GitHub Integration
Veriva integrates with GitHub as a GitHub App. Once installed, it automatically analyzes every pull request and reports findings via check runs and optional inline comments.
Installation
- Go to your Veriva Dashboard
- Click Add Repositories
- You'll be redirected to GitHub to install the Veriva App
- Choose which repositories to grant access to
- Confirm and you're done — analysis starts on the next PR
Permissions required
| Permission | Access | Why |
|---|---|---|
| Repository contents | Read & Write | Read code for analysis; write is reserved for user-approved fix branches |
| Pull requests | Read & Write | Read PR metadata, post review comments |
| Check runs | Read & Write | Create and update check run results |
| Workflows | Read & Write | Reserved for explicit workflow-file fixes; never used for default-branch commits |
What happens on a pull request
When a PR is opened, updated (new commits pushed), or reopened, Veriva runs the ten-stage governance pipeline. All ten stages execute synchronously per push (90s p95 to check-run); a post-merge outcome loop runs 14 days after merge to feed the learning loop.
What the pipeline catches in deterministic stages:
- Hardcoded credentials and secrets
- SQL injection, command injection, XSS vulnerabilities
- Hallucinated packages (slopsquatting) — validated against npm, PyPI, and other registries
- AI-generated code patterns (redundant comments, repetitive error handling)
- Disallowed dependency licenses (configurable allow-list per org)
- Regex denial-of-service (ReDoS) patterns
What the AI stages catch:
- Logic errors and missing validation that pattern matching can't see
- Architectural concerns informed by the repo profile and author history
- Disputed findings demoted by Cross-check (stage 5) when models disagree
- Critical issues re-validated by Deep Audit (stage 6) on Opus
Check runs
Results appear as a GitHub check run on the PR. The check run shows:
- Finding counts by severity (critical, high, medium, low)
- Per-stage badges showing which stage produced each finding
- Merge policy decision (which deny rule, if any, blocked the merge)
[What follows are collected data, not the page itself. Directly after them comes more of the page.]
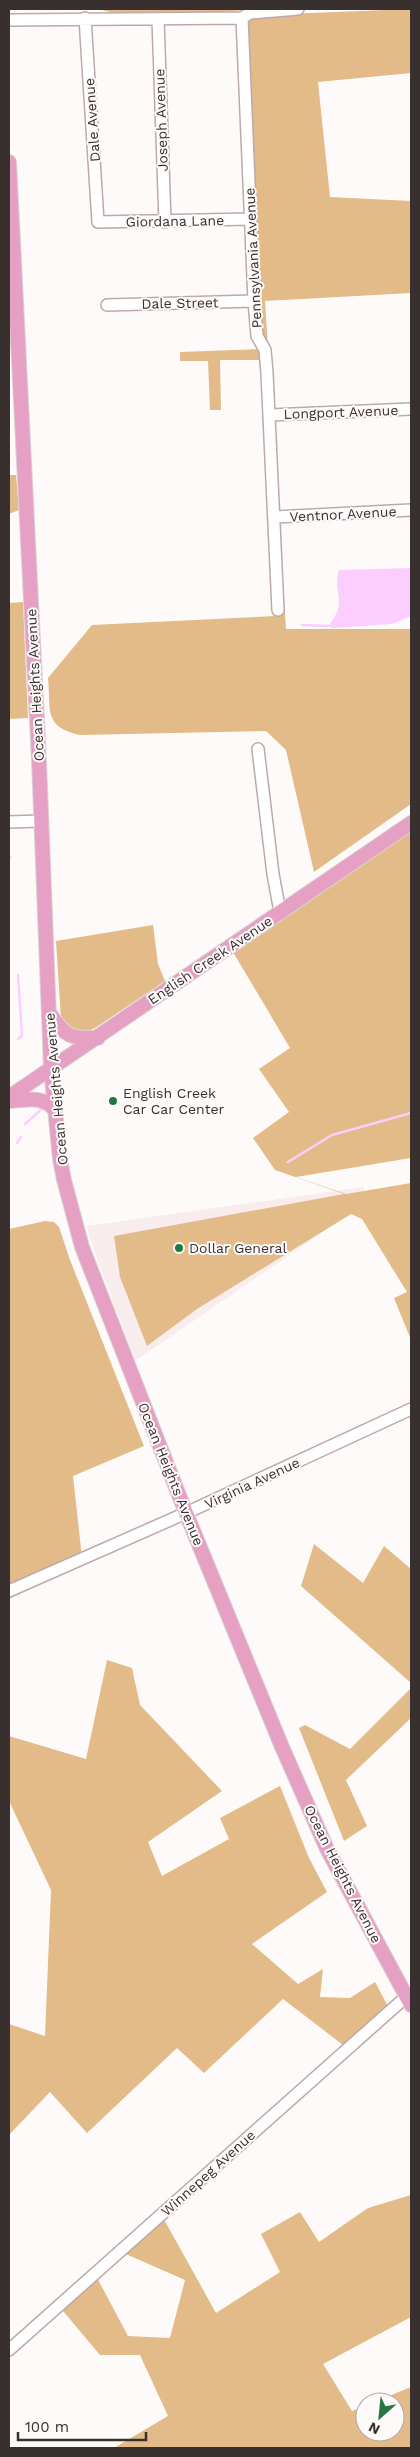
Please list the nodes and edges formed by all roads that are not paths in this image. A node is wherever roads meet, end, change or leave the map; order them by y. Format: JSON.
{"nodes":[{"id":1,"x":298,"y":9,"type":"edge"},
{"id":2,"x":85,"y":18,"type":"junction"},
{"id":3,"x":242,"y":18,"type":"junction"},
{"id":4,"x":158,"y":19,"type":"junction"},
{"id":5,"x":9,"y":20,"type":"edge"},
{"id":6,"x":9,"y":162,"type":"edge"},
{"id":7,"x":251,"y":219,"type":"junction"},
{"id":8,"x":98,"y":222,"type":"joint"},
{"id":9,"x":165,"y":222,"type":"junction"},
{"id":10,"x":254,"y":301,"type":"junction"},
{"id":11,"x":106,"y":305,"type":"dead end"},
{"id":12,"x":411,"y":409,"type":"edge"},
{"id":13,"x":270,"y":415,"type":"junction"},
{"id":14,"x":411,"y":510,"type":"edge"},
{"id":15,"x":275,"y":517,"type":"junction"},
{"id":16,"x":278,"y":610,"type":"dead end"},
{"id":17,"x":258,"y":749,"type":"dead end"},
{"id":18,"x":40,"y":821,"type":"junction"},
{"id":19,"x":9,"y":822,"type":"edge"},
{"id":20,"x":411,"y":822,"type":"edge"},
{"id":21,"x":280,"y":912,"type":"junction"},
{"id":22,"x":49,"y":1013,"type":"junction"},
{"id":23,"x":98,"y":1038,"type":"junction"},
{"id":24,"x":52,"y":1068,"type":"junction"},
{"id":25,"x":9,"y":1099,"type":"edge"},
{"id":26,"x":55,"y":1110,"type":"junction"},
{"id":27,"x":411,"y":1410,"type":"edge"},
{"id":28,"x":186,"y":1513,"type":"junction"},
{"id":29,"x":9,"y":1591,"type":"edge"},
{"id":30,"x":409,"y":2001,"type":"edge"},
{"id":31,"x":9,"y":2350,"type":"edge"}],
"edges":[{"from":1,"to":3,"type":"street"},
{"from":2,"to":4,"type":"street"},
{"from":2,"to":5,"type":"street"},
{"from":2,"to":8,"type":"street","name":"Dale Avenue"},
{"from":3,"to":4,"type":"street"},
{"from":3,"to":7,"type":"street","name":"Pennsylvania Avenue"},
{"from":4,"to":9,"type":"street","name":"Joseph Avenue"},
{"from":6,"to":18,"type":"main road","name":"Ocean Heights Avenue"},
{"from":7,"to":9,"type":"street","name":"Giordana Lane"},
{"from":7,"to":10,"type":"street","name":"Pennsylvania Avenue"},
{"from":8,"to":9,"type":"street","name":"Giordana Lane"},
{"from":10,"to":11,"type":"street","name":"Dale Street"},
{"from":10,"to":13,"type":"street","name":"Pennsylvania Avenue"},
{"from":12,"to":13,"type":"street","name":"Longport Avenue"},
{"from":13,"to":15,"type":"street","name":"Pennsylvania Avenue"},
{"from":14,"to":15,"type":"street","name":"Ventnor Avenue"},
{"from":15,"to":16,"type":"street","name":"Pennsylvania Avenue"},
{"from":17,"to":21,"type":"street"},
{"from":18,"to":19,"type":"street"},
{"from":18,"to":22,"type":"main road","name":"Ocean Heights Avenue"},
{"from":20,"to":21,"type":"main road","name":"English Creek Avenue"},
{"from":21,"to":23,"type":"main road","name":"English Creek Avenue"},
{"from":22,"to":23,"type":"main road"},
{"from":22,"to":24,"type":"main road","name":"Ocean Heights Avenue"},
{"from":23,"to":24,"type":"main road","name":"English Creek Avenue"},
{"from":24,"to":25,"type":"main road","name":"English Creek Avenue"},
{"from":24,"to":26,"type":"main road","name":"Ocean Heights Avenue"},
{"from":25,"to":26,"type":"main road"},
{"from":26,"to":28,"type":"main road","name":"Ocean Heights Avenue"},
{"from":27,"to":28,"type":"street","name":"Virginia Avenue"},
{"from":28,"to":29,"type":"street","name":"Virginia Avenue"},
{"from":28,"to":30,"type":"main road","name":"Ocean Heights Avenue"},
{"from":30,"to":31,"type":"street","name":"Winnepeg Avenue"}]}
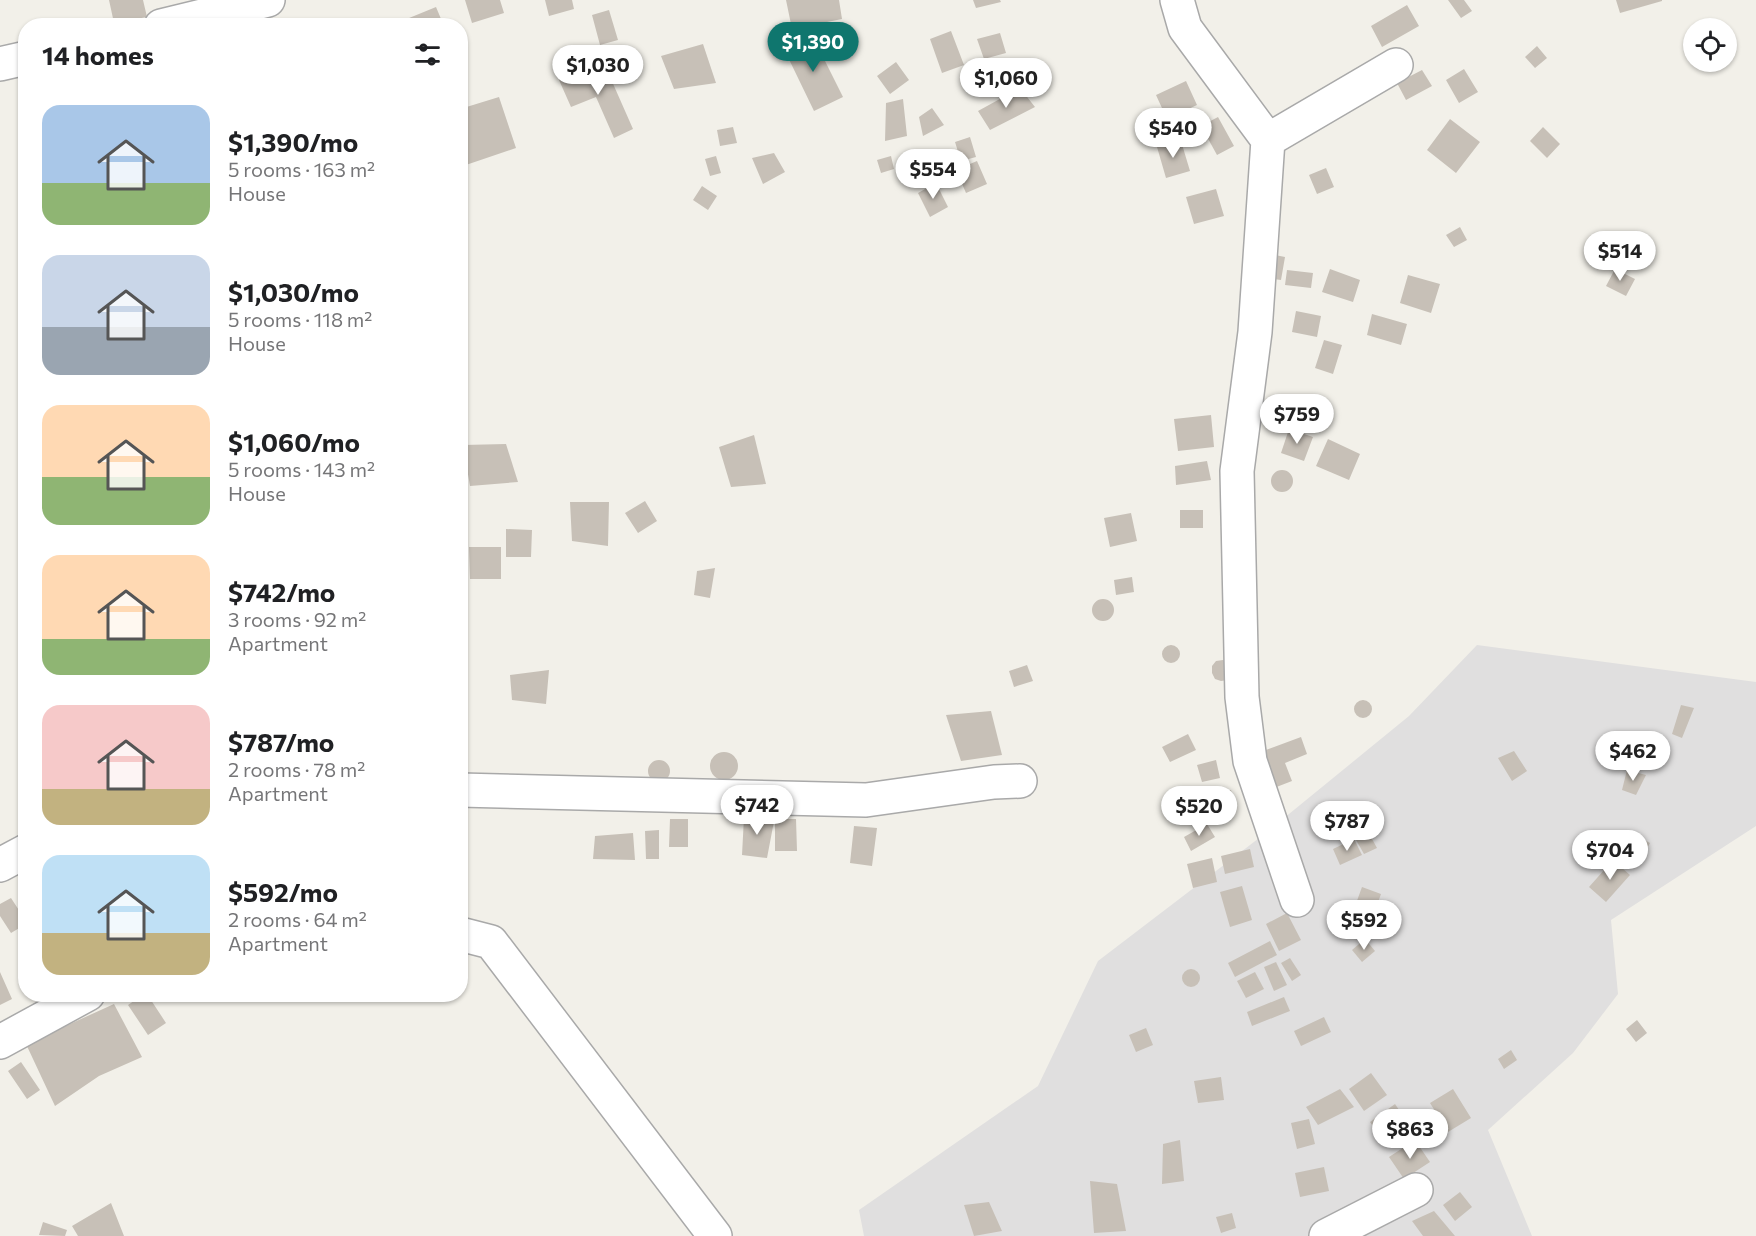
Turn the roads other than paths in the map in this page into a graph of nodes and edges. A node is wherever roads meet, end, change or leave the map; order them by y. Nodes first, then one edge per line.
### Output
1 (268, 0) edge
2 (1177, 0) edge
3 (194, 18) edge
4 (18, 60) edge
5 (0, 64) edge
6 (1396, 65) dead end
7 (1268, 140) junction
8 (1020, 781) dead end
9 (468, 790) edge
10 (18, 855) edge
11 (0, 864) edge
12 (1298, 900) dead end
13 (468, 936) edge
14 (73, 1002) edge
15 (0, 1042) edge
16 (1416, 1190) dead end
17 (715, 1236) edge
18 (1326, 1236) edge

1 - 3 street
2 - 7 street
4 - 5 street
6 - 7 street
7 - 12 street
8 - 9 street
10 - 11 street
13 - 17 street
14 - 15 street
16 - 18 street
- Link to the full report on the Veriva dashboard
The check run conclusion comes directly from your merge policy — see the Merge Gate stage:
| Conclusion | When |
|---|---|
| Success | No block conditions matched under your policy tier |
| Neutral | Warn tier with findings present |
| Failure | Block condition matched — severity threshold or deny rule |
Require Veriva checks
Inline PR comments (Pro and above)
On Pro plans and above, Veriva posts inline comments directly on the PR's changed files. Comments are posted on the specific lines where findings were detected, making it easy to see issues in context.
Each comment includes:
- Severity and rule ID
- Description of the issue
- Suggested fix (when available)
- Link to the full finding on the dashboard
Up to 20 inline comments are posted per PR, sorted by severity (critical first). A summary review comment is always posted with the full score breakdown.
Re-running analysis
You can re-run Veriva analysis at any time:
- Push new commits — analysis re-runs automatically on every push
- Click "Re-run" on the check run in the GitHub Checks tab
- From the CLI — run
veriva analyze --pr 123
Webhook events
The Veriva GitHub App listens to these webhook events:
| Event | Action |
|---|---|
pull_request.opened | Start analysis on new PR |
pull_request.synchronize | Re-analyze when new commits are pushed |
pull_request.reopened | Re-analyze reopened PR |
pull_request.ready_for_review | Analyze PRs after draft mode ends |
pull_request.closed | Update PR status to merged/closed |
push | Refresh repo intelligence on default-branch activity when audit cadence is due |
repository | Sync repository rename, archive, delete, visibility, and creation events |
check_run.rerequested | Re-run analysis when user clicks Re-run |
installation.created | Set up organization and repositories |
installation.deleted | Clean up organization data |
installation_repositories | Sync repository list on add/remove |
Rate limits and deduplication
Veriva handles GitHub API rate limits automatically with exponential backoff and retries. Rapid pushes to the same PR are deduplicated — only the latest commit triggers analysis.